GOAL OF THE EXERCISE –
Select from the data all lines with the word "dead".

#### RECORDED INFORMATION ####

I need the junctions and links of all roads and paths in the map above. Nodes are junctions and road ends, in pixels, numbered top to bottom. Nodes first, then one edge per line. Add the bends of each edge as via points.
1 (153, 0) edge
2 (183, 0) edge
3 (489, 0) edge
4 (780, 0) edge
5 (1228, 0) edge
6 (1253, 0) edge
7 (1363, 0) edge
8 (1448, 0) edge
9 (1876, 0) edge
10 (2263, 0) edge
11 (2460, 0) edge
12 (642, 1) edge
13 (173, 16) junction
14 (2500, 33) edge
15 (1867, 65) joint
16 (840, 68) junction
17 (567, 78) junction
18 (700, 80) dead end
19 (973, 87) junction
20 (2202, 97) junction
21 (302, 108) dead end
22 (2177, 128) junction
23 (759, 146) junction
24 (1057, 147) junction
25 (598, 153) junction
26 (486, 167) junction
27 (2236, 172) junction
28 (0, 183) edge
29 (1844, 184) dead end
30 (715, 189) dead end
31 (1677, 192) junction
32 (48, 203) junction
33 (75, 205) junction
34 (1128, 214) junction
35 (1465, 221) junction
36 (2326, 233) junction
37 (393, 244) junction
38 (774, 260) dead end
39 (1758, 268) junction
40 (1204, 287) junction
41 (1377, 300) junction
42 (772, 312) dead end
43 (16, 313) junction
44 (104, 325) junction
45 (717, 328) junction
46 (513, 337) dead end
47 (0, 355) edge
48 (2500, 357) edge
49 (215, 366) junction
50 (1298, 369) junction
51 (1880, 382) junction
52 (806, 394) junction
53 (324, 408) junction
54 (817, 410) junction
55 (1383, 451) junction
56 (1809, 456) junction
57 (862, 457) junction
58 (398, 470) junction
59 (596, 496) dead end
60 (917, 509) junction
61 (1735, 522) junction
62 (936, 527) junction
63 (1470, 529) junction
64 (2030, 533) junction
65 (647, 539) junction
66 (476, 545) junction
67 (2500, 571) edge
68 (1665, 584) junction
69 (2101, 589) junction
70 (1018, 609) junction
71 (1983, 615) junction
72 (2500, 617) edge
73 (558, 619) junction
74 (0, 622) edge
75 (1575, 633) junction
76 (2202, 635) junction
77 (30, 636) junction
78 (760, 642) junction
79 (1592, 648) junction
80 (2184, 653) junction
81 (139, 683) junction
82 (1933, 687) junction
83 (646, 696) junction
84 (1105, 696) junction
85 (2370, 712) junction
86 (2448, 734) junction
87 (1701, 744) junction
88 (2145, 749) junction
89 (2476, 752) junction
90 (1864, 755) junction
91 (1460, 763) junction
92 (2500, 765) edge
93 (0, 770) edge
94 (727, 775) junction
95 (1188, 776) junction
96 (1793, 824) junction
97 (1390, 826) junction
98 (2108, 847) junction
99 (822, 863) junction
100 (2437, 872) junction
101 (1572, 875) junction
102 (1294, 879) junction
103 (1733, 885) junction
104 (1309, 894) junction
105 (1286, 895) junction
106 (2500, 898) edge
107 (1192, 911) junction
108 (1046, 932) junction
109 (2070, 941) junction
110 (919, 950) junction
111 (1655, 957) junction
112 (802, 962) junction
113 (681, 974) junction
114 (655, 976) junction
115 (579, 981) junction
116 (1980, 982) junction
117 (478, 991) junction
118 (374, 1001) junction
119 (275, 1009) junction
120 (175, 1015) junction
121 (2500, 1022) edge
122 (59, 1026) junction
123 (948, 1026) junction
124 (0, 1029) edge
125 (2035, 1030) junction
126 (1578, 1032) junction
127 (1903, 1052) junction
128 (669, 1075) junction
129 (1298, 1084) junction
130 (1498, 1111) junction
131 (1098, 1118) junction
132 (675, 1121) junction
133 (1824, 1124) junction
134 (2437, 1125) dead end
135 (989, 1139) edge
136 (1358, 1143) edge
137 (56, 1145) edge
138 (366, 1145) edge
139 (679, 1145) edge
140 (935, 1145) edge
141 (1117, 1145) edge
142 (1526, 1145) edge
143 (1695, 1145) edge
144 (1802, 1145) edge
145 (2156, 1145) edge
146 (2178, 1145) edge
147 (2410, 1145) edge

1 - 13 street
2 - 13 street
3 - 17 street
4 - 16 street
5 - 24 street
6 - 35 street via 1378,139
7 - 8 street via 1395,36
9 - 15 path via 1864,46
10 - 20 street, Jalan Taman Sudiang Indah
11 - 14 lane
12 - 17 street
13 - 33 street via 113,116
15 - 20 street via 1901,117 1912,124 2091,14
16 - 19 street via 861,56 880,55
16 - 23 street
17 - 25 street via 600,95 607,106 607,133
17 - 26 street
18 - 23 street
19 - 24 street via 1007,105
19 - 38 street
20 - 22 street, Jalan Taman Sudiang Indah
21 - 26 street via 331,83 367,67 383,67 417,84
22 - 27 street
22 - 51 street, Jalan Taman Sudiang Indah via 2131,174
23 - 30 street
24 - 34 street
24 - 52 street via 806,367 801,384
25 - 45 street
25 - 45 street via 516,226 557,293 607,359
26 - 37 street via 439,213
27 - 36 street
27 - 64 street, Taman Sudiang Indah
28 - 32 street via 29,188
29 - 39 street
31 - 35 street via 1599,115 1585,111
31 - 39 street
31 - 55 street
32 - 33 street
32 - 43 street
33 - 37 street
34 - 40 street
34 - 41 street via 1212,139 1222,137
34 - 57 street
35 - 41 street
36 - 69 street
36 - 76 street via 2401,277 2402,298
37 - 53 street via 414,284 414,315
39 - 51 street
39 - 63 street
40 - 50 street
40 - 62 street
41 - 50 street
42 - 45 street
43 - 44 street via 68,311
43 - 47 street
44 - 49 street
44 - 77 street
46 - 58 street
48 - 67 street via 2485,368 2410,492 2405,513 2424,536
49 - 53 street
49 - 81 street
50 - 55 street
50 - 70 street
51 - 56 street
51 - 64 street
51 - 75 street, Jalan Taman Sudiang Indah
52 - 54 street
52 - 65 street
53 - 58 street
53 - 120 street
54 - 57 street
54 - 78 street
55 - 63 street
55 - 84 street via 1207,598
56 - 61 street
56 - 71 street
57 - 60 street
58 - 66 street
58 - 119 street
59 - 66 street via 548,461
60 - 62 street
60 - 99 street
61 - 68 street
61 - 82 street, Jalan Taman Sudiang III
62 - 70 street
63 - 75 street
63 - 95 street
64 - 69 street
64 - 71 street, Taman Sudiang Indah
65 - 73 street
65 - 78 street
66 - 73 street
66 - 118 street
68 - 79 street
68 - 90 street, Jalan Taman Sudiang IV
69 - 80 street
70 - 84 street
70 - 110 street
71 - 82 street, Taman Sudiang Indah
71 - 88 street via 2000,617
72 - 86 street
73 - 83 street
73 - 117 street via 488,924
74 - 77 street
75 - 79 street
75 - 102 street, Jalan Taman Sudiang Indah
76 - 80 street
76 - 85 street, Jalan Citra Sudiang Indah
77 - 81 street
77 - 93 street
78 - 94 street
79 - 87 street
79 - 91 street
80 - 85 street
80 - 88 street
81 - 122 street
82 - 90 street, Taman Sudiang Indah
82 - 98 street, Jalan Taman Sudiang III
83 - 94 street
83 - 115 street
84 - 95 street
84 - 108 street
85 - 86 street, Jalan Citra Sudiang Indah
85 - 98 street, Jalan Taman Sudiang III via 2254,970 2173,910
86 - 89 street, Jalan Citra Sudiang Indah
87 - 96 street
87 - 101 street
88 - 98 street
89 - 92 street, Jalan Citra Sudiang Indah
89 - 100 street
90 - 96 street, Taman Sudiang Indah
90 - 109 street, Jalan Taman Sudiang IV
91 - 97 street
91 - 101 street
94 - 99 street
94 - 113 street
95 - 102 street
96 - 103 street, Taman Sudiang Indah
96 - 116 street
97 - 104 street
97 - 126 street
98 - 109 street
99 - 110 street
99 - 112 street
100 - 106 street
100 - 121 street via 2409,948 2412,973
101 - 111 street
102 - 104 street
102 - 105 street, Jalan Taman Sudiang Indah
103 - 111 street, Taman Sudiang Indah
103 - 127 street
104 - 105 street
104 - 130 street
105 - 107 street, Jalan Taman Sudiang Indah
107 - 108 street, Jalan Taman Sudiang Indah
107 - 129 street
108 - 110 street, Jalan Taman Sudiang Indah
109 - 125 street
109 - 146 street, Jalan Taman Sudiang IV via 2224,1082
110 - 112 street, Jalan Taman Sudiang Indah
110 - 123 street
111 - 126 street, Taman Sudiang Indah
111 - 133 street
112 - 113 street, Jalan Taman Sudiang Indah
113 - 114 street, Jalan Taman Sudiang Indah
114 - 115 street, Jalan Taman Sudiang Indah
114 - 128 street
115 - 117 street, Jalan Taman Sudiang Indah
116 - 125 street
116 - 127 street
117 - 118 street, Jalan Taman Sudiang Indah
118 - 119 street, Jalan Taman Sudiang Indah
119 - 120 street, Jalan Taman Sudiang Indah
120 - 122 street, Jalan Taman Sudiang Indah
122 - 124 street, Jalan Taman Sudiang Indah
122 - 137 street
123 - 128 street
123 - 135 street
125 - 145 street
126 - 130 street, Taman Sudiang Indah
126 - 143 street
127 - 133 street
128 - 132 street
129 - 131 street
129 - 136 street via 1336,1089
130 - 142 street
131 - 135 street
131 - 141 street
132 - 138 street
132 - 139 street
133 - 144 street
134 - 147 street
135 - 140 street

####

RESPONSE BOX –
18 (700, 80) dead end
21 (302, 108) dead end
29 (1844, 184) dead end
30 (715, 189) dead end
38 (774, 260) dead end
42 (772, 312) dead end
46 (513, 337) dead end
59 (596, 496) dead end
134 (2437, 1125) dead end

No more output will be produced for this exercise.